Elevations surrounding the Wissahickon Gorge rise to 420 feet. Location 4 identifies the Andorra Wind Gap, which links an east-northeast oriented Wissahickon Creek tributary valley with a west-southwest oriented Spring Mill Creek tributary valley. The Andorra Wind Gap elevation is 266 feet. The Marble Hall Through Valley at location 5 links the west oriented Spring Mill Creek valley segment with the south oriented Wissahickon Creek valley and has an elevation of between 210 and 220 feet. North of location 5 is Lafayette Hill and north of Lafayette Hill is the Whitemarsh Through Valley, which links the Spring Mill Creek headwaters at location 1 with the south-oriented Wissahickon Creek valley near the map northeast corner and which has an elevation of 206 feet.

These elevations pose some interesting questions, why did Wissahickon Creek erode a seven-mile long gorge across a ridge of erosion resistant metamorphic and igneous rock when much lower routes to the Spring Mill Creek valley were available? Or, if the lower routes were not available then how and why were the lower routes eroded if Wissahickon Creek could freely flow in a south direction through the Wissahickon Gorge?

To answer these questions it is necessary to reconstruct the landscape as it existed at the time Schuylkill and Wissahickon Gorge erosion began. At that time elevations across the entire region were as high or higher than the highest elevations surrounding the Schuylkill and Wissahickon Gorges today. There was no upstream Schuylkill River valley and there was no upstream Wissahickon Creek valley. Instead massive and prolonged southwest oriented floods were flowing across that high-level surface.
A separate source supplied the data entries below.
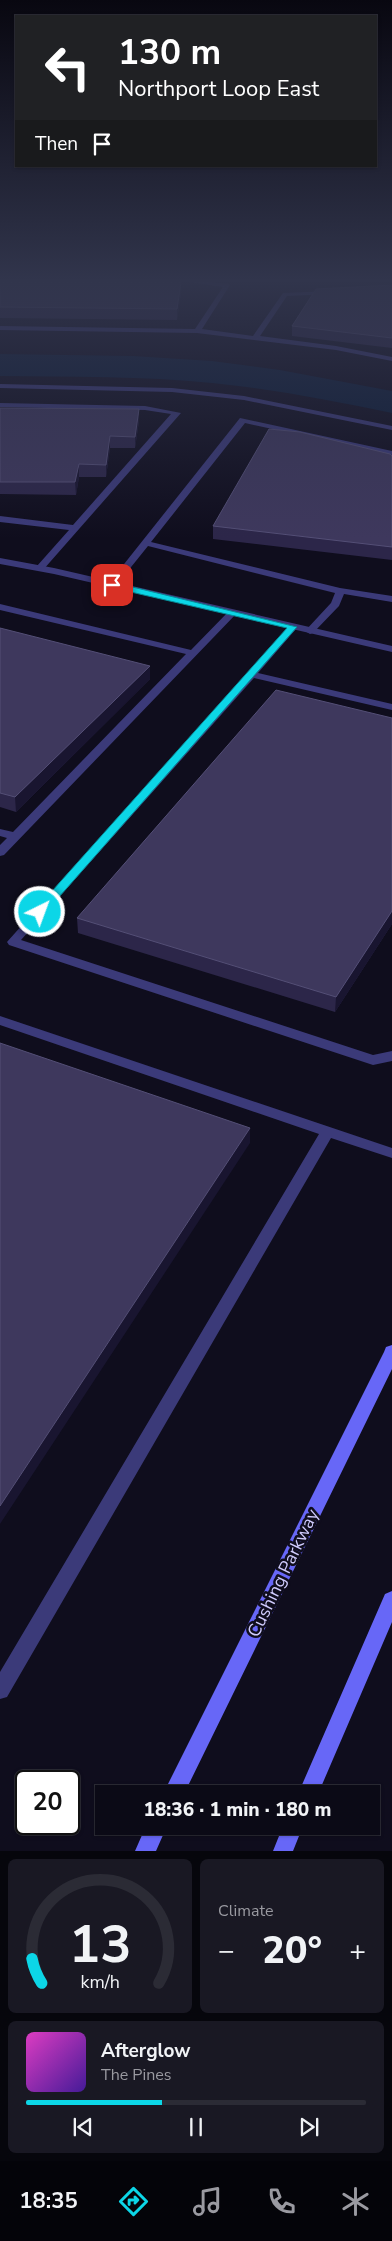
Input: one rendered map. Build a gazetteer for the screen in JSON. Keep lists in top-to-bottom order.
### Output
{
  "streets": {
    "main road": ["Cushing Parkway"]
  },
  "page": {
    "turn": ["130 m", "Northport Loop East"],
    "then": "Then",
    "limit": "20",
    "trip": "18:36 · 1 min · 180 m",
    "tile": "Climate",
    "heat": ["−", "20°", "+"],
    "song": ["Afterglow", "The Pines"],
    "tabs": "18:35",
    "gauge": ["13", "km/h"]
  }
}
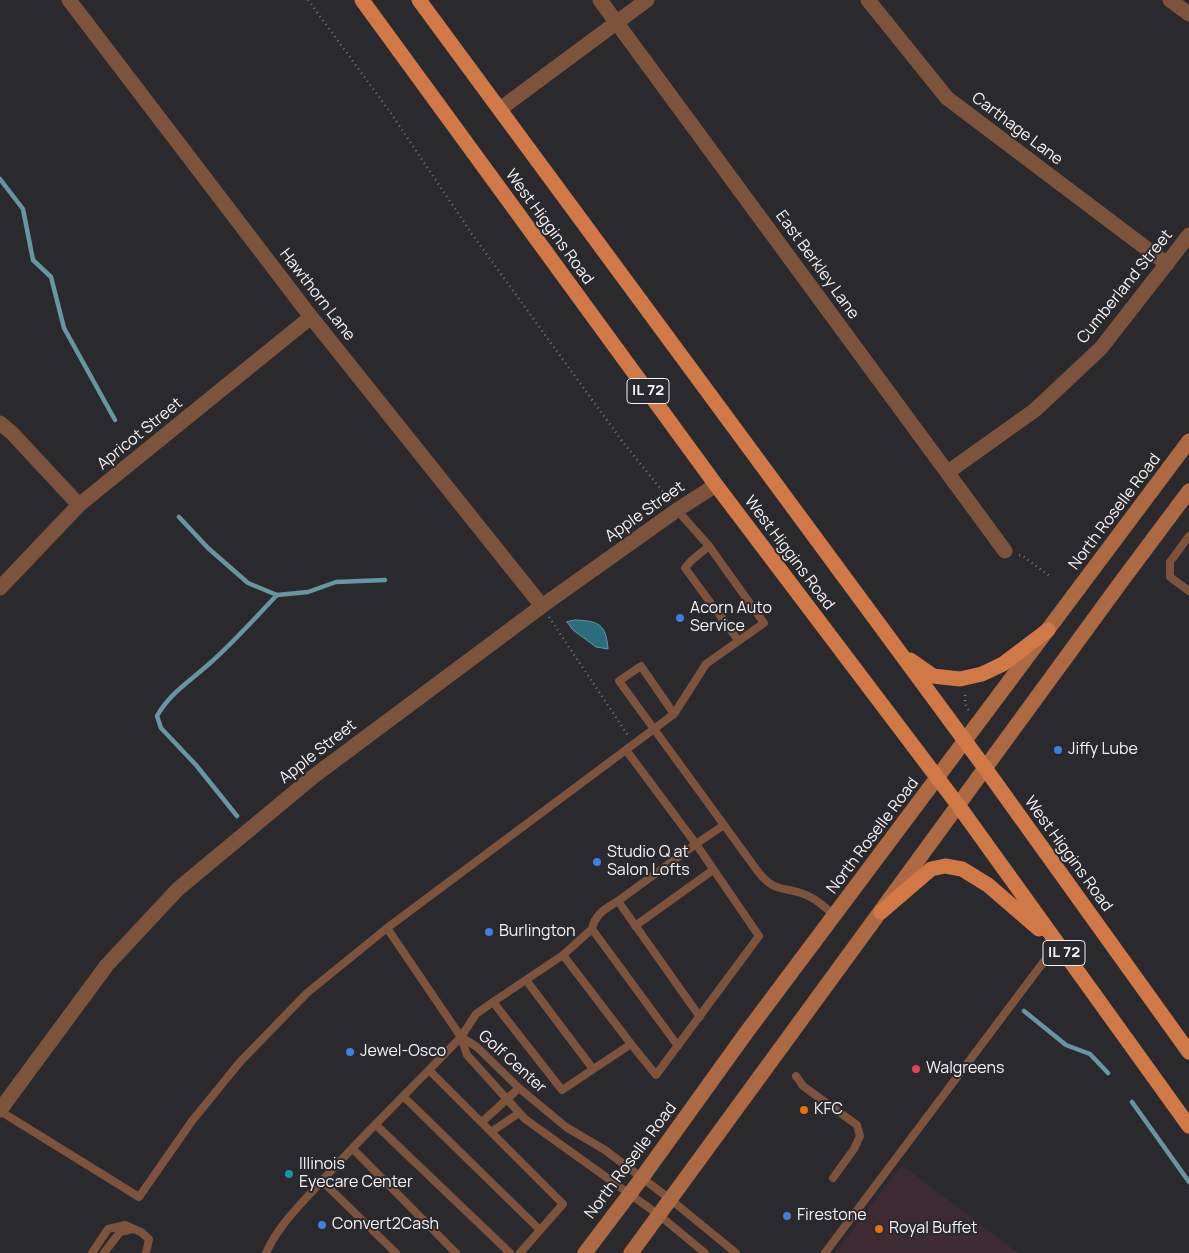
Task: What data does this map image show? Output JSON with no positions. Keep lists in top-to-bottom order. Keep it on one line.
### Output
{"streets":{"main road":["West Higgins Road","IL 72","North Roselle Road"],"street":["Carthage Lane","East Berkley Lane","Cumberland Street","Hawthorn Lane","Apricot Street","Apple Street"],"lane":["Golf Center"]},"crossings":[["Carthage Lane","Cumberland Street"],["West Higgins Road","Apple Street"],["West Higgins Road","North Roselle Road"],["East Berkley Lane","Cumberland Street"],["Hawthorn Lane","Apricot Street"],["Hawthorn Lane","Apple Street"],["North Roselle Road","Golf Center"]],"places":["Acorn Auto Service","Jiffy Lube","Studio Q at Salon Lofts","Burlington","Jewel-Osco","Walgreens","KFC","Illinois Eyecare Center","Firestone","Convert2Cash","Royal Buffet"]}
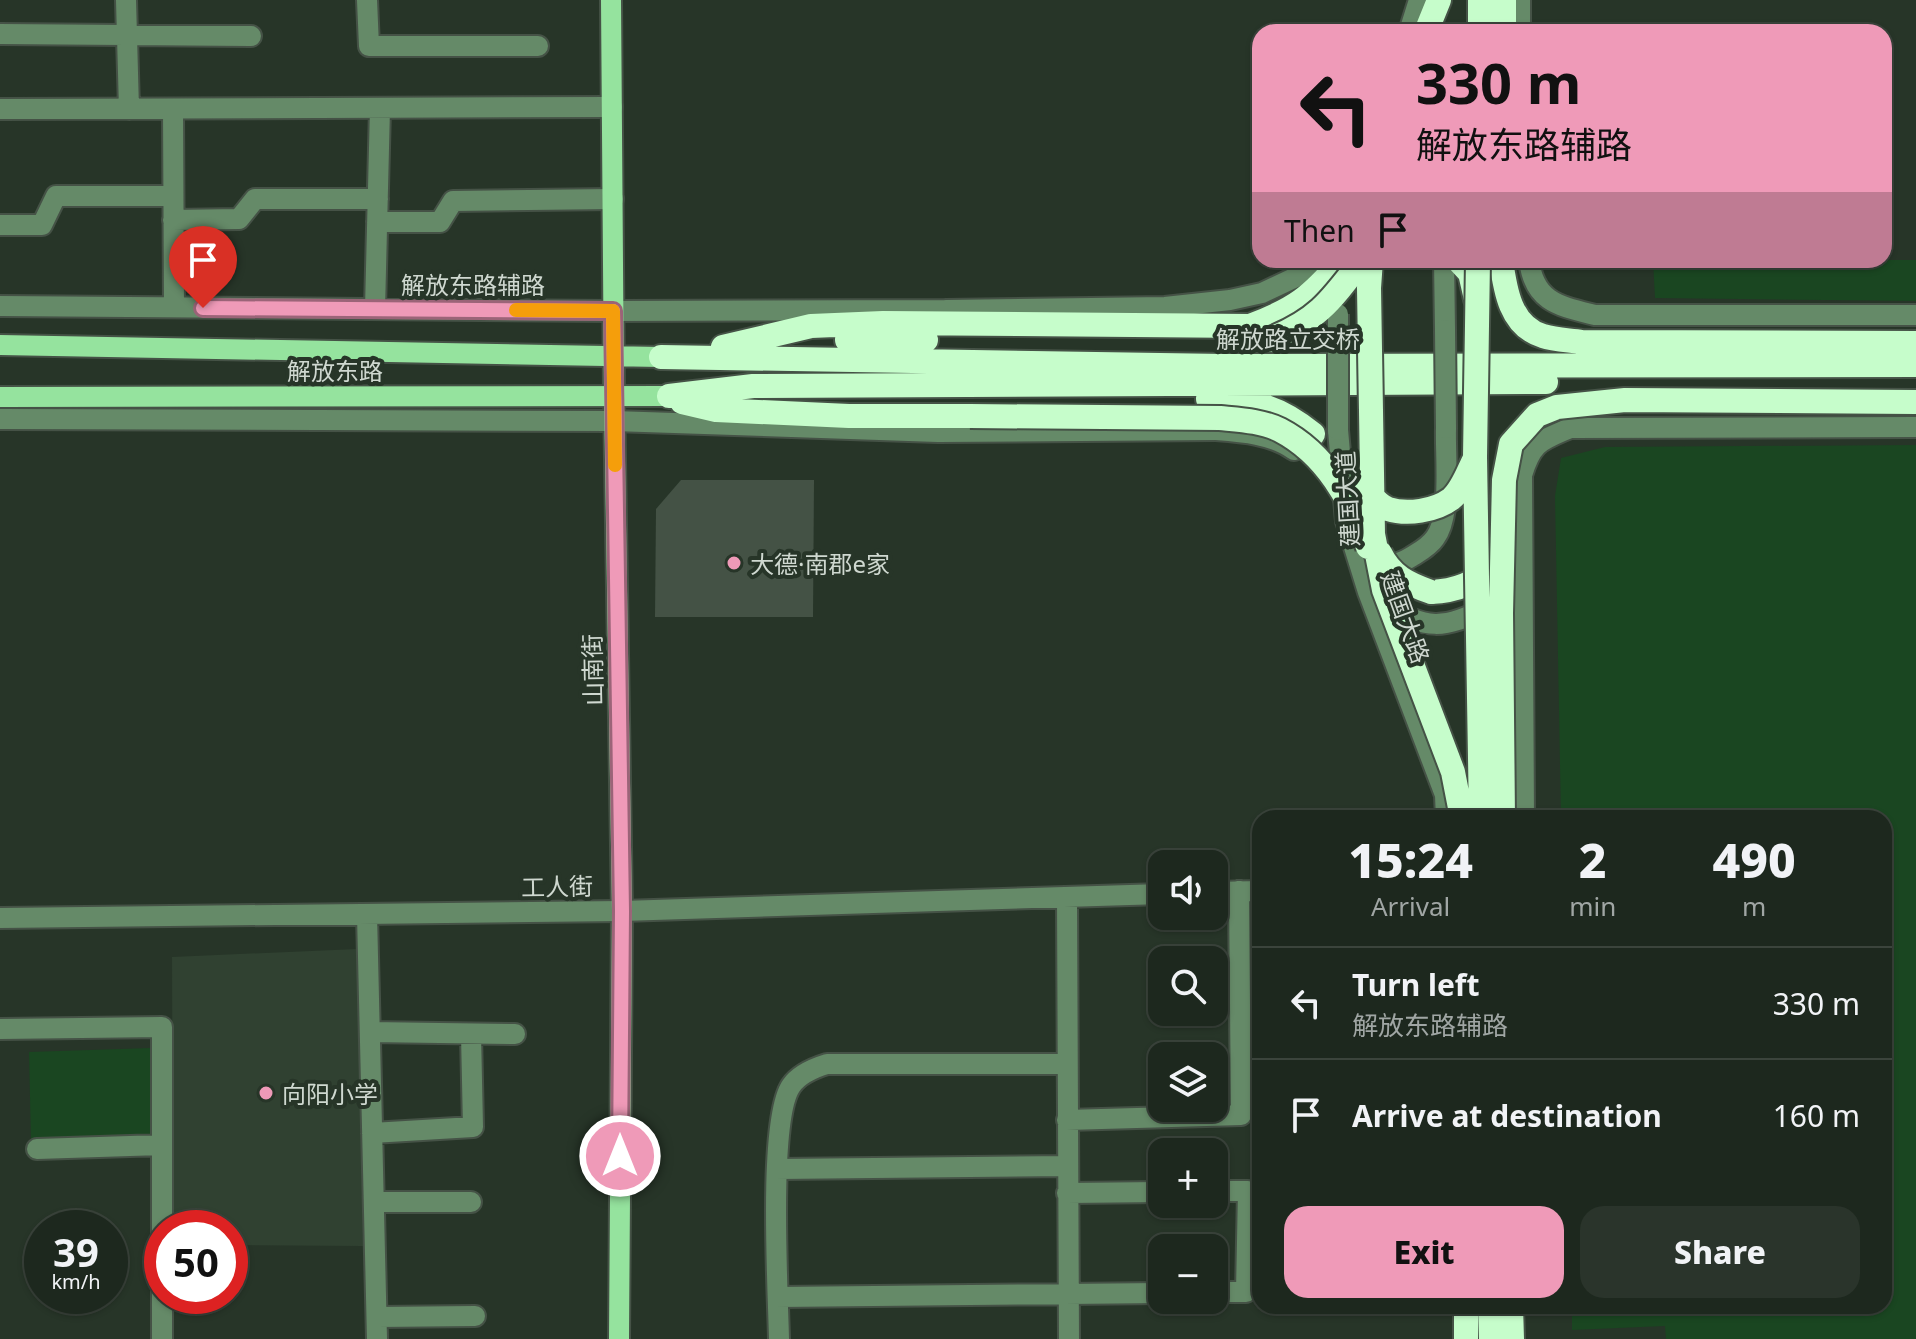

The deep southeast oriented Schuylkill Gorge valley eroded headward to capture the southwest oriented floodwaters and to divert the flow to what at that time was probably a newly eroded Delaware River valley (where the Schuylkill joins the Delaware today).

The south oriented Wissahickon Gorge eroded headward from the newly eroded Schuylkill Gorge to also capture the southwest oriented flow and to divert the floodwaters more directly to the newly eroded Schuylkill Gorge. Schuylkill Gorge headward erosion proceeded fast enough that Wissahickon Gorge headward erosion did not behead southwest oriented flow routes that were moving water to the actively eroding Schuylkill Gorge valley head and the headward erosion of the Schuylkill Gorge reached location 2 before Wissahickon Gorge headward erosion reached location 6. When Schuylkill Gorge headward erosion reached location 2 it captured the west-southwest oriented flood flow channel that eroded the Andorra Wind Gap at location 4. Water on the east-northeast end of the beheaded flow route reversed flow direction and the Schuylkill River valley eroded headward along that reversed flow route to create what is today the east-northeast Schuylkill River valley segment upstream from location 2.

At the same time as when the Schuylkill River valley was eroding headward along the reversed flow route upstream from location 2 the south oriented Spring Mill Creek valley eroded headward from the newly eroded and deep Schuylkill River valley at location 2 to capture west-southwest oriented flood flow moving along the alignment of what is today the Marble Hall Through Valley at location 5. Headward erosion of what is today the Spring Mill Creek headwaters valley to location 1 next captured west-southwest oriented flood flow moving along the Whitemarsh Through Valley route.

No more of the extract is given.